BEGIN
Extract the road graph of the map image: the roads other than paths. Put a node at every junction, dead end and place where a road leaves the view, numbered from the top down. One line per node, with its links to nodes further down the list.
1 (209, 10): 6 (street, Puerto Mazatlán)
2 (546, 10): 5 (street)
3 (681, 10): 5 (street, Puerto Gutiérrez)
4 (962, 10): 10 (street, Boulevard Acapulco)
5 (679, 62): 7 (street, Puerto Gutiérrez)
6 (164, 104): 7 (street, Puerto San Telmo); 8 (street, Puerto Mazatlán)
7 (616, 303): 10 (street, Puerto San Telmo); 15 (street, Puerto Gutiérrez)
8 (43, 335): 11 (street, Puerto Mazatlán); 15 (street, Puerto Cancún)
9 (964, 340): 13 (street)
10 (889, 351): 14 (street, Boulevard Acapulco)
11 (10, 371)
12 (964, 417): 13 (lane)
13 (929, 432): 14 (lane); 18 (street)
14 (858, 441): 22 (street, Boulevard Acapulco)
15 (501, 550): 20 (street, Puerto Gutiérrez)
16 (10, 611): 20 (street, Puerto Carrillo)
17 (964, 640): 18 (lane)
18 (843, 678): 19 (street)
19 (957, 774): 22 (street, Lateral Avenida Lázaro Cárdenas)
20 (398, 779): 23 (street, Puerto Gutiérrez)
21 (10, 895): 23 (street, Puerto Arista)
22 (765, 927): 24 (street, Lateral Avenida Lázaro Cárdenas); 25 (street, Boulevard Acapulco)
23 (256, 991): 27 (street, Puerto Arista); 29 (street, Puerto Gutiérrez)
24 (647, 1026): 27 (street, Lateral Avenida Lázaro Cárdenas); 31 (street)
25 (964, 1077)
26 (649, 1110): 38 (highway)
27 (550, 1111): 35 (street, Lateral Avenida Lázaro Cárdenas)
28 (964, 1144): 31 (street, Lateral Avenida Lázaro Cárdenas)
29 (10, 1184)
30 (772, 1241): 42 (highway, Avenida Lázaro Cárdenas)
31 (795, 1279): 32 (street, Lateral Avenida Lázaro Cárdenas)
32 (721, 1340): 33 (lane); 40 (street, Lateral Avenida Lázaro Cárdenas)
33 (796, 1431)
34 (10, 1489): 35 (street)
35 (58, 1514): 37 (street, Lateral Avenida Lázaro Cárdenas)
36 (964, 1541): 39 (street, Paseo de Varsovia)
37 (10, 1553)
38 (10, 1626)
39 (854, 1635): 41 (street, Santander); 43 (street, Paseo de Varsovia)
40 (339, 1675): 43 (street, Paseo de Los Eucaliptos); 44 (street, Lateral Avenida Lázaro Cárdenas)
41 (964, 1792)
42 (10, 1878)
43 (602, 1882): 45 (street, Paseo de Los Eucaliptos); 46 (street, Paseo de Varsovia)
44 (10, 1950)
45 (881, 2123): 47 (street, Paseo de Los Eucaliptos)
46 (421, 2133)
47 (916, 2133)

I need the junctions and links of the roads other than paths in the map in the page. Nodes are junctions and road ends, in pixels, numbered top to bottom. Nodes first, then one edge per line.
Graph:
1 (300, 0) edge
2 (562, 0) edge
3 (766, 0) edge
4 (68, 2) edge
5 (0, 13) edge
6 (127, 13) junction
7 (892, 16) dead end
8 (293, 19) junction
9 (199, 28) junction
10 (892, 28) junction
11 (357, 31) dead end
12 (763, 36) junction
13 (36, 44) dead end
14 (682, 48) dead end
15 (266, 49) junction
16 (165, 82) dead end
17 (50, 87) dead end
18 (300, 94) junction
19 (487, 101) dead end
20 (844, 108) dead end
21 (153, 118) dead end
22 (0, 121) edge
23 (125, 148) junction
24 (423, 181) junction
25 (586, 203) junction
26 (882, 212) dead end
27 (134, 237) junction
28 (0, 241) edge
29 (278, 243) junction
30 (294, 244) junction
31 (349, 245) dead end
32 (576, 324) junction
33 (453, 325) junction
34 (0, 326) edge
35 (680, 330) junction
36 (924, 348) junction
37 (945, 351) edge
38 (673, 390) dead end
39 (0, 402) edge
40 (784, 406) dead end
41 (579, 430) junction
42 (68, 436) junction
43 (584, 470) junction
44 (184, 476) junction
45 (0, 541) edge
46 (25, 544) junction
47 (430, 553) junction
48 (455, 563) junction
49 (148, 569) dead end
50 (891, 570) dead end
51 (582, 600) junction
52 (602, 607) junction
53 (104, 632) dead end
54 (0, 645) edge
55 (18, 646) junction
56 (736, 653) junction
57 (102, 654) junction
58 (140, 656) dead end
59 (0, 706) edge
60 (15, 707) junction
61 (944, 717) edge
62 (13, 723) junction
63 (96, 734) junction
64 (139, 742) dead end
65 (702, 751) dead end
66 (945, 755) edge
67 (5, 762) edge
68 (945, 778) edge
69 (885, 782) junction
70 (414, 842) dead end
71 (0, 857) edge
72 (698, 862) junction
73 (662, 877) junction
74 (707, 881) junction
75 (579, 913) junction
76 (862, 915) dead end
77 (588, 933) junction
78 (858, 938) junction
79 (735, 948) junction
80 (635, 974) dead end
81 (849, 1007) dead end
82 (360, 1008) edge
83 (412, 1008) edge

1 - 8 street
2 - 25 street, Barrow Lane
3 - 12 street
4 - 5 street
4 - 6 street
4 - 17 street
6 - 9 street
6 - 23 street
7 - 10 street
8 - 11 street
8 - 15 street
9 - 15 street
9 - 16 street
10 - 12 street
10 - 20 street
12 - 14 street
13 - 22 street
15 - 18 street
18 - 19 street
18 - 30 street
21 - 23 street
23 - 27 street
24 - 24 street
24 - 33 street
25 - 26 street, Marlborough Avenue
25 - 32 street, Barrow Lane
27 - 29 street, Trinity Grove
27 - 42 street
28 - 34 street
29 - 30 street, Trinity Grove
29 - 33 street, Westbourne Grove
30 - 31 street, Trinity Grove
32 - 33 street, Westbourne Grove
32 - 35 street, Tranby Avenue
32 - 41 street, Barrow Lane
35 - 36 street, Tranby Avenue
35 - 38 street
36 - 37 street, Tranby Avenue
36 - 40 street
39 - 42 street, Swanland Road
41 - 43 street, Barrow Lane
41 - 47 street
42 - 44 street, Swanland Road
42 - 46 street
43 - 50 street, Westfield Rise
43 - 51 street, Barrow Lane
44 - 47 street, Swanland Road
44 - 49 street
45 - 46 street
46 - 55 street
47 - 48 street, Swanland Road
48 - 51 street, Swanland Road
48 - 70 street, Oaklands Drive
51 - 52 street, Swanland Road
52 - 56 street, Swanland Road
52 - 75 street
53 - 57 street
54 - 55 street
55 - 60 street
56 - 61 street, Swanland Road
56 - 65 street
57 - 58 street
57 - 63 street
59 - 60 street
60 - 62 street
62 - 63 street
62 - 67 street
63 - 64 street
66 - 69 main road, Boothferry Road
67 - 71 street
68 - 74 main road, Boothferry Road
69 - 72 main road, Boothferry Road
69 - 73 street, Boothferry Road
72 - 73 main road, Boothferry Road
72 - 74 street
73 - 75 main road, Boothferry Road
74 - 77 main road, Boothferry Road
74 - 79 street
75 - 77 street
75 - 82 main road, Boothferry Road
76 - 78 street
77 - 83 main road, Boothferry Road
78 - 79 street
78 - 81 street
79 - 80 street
END
Among the entries above, how many lines contain the string "Eucaliptos"? Write the number alone.

3